[Records from a collection]
───

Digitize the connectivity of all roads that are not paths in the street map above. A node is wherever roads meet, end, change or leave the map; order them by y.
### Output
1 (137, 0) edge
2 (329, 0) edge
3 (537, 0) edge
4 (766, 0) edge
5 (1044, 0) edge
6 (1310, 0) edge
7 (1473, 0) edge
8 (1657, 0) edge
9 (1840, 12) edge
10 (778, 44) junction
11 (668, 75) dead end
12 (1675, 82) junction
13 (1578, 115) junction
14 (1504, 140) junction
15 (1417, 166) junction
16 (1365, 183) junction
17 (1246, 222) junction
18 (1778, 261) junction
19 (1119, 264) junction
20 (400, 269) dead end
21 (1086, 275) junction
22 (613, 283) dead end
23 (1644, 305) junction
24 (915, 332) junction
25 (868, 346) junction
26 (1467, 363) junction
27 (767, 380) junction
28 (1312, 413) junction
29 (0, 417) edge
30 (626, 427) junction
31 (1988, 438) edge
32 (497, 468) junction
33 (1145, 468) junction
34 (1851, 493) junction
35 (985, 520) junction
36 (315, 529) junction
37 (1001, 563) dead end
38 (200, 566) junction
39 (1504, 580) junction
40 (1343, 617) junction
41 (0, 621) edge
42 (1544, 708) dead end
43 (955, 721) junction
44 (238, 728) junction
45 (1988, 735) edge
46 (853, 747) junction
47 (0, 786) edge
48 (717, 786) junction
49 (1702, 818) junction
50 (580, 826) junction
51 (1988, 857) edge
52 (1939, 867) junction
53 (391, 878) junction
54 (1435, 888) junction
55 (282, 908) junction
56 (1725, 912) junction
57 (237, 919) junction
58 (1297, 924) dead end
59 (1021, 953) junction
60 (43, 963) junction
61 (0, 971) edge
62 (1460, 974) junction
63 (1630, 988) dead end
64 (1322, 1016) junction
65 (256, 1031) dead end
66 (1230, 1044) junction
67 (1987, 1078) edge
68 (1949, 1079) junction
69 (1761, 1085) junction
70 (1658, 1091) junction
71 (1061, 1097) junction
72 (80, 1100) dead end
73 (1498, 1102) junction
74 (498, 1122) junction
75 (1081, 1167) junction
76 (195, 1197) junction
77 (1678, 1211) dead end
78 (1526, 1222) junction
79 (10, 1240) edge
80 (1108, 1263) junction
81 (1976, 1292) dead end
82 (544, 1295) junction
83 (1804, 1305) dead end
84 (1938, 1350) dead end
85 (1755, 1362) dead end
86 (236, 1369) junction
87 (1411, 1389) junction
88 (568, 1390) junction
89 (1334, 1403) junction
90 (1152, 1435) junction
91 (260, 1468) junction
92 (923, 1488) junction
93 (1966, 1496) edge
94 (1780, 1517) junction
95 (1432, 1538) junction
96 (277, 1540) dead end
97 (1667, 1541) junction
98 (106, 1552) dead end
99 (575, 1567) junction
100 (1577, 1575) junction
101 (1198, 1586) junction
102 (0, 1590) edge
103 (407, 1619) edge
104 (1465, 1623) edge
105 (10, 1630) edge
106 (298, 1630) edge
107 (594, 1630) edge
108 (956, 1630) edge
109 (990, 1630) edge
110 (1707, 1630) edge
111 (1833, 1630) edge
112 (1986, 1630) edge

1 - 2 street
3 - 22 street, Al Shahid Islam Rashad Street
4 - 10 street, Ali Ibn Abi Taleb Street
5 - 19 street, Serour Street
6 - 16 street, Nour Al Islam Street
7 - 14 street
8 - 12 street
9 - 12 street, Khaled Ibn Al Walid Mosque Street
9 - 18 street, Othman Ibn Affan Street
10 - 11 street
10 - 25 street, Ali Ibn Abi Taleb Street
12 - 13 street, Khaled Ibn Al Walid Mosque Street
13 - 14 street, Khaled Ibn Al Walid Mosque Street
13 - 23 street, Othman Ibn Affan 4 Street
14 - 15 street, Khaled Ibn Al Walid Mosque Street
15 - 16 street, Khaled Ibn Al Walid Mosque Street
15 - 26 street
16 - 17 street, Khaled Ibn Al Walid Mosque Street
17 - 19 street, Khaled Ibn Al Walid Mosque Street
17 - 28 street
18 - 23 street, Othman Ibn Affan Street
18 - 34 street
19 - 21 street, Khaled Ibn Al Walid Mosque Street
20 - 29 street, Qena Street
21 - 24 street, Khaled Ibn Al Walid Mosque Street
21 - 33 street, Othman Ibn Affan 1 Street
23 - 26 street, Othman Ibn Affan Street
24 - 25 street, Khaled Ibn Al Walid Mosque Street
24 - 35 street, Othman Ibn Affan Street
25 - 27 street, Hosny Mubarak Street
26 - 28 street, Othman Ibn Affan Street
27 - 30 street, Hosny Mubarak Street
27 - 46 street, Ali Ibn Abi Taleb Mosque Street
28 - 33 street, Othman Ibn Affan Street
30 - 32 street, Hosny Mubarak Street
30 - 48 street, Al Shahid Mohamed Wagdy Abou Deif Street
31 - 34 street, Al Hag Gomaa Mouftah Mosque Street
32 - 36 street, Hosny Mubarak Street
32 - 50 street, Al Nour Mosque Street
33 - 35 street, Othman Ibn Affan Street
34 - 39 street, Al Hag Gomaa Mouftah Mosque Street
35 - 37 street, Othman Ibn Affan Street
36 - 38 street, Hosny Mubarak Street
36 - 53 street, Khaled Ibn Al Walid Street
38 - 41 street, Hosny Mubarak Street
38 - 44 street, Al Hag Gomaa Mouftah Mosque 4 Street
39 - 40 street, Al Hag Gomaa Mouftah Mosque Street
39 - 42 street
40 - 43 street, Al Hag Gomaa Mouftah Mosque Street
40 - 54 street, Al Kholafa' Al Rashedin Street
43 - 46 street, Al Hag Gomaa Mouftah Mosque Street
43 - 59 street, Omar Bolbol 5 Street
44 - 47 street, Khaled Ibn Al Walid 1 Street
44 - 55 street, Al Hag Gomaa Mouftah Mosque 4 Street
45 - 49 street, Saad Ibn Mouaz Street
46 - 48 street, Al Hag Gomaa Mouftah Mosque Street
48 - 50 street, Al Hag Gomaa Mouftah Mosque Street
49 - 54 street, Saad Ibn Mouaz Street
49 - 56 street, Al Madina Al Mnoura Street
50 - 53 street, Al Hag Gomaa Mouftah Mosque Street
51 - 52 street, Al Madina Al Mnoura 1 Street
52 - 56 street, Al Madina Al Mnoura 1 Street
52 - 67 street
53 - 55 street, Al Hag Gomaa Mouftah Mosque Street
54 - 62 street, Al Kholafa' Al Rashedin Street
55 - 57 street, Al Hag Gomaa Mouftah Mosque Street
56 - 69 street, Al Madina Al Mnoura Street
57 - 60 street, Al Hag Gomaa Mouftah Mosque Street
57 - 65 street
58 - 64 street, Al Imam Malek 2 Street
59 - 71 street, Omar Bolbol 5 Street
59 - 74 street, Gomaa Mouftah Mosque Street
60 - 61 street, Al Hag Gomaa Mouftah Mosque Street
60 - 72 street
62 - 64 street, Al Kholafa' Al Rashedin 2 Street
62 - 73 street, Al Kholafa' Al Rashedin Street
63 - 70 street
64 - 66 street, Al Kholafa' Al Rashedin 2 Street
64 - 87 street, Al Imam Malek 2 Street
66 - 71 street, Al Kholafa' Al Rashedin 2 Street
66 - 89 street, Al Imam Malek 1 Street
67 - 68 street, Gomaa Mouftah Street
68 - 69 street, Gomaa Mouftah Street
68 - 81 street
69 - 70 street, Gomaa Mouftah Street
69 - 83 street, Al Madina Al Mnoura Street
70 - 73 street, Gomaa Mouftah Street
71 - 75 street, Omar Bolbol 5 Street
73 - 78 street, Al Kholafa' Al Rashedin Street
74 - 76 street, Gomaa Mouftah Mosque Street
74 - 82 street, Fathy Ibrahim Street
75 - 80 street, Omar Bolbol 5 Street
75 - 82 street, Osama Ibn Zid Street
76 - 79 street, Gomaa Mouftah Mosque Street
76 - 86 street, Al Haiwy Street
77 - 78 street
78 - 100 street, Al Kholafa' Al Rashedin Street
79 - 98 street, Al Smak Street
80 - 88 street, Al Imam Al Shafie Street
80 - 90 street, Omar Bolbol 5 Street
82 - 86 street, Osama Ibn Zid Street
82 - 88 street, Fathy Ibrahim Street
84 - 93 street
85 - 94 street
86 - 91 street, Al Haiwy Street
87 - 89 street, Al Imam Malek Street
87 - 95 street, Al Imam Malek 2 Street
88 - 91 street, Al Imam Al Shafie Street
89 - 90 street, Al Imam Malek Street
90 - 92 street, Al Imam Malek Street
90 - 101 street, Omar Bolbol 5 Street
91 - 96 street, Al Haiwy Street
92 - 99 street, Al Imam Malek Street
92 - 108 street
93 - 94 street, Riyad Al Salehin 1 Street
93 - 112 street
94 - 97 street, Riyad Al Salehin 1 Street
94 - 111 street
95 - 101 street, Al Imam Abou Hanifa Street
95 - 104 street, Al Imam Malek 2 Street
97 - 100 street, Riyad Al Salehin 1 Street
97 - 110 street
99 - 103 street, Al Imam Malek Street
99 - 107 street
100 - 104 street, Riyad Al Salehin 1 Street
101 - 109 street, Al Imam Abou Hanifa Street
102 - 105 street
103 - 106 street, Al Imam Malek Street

───

## Exercise prompt
Which of the lines above include the string "Mouaz"? Pick them out and copy them.

## Answer to the problem
45 - 49 street, Saad Ibn Mouaz Street
49 - 54 street, Saad Ibn Mouaz Street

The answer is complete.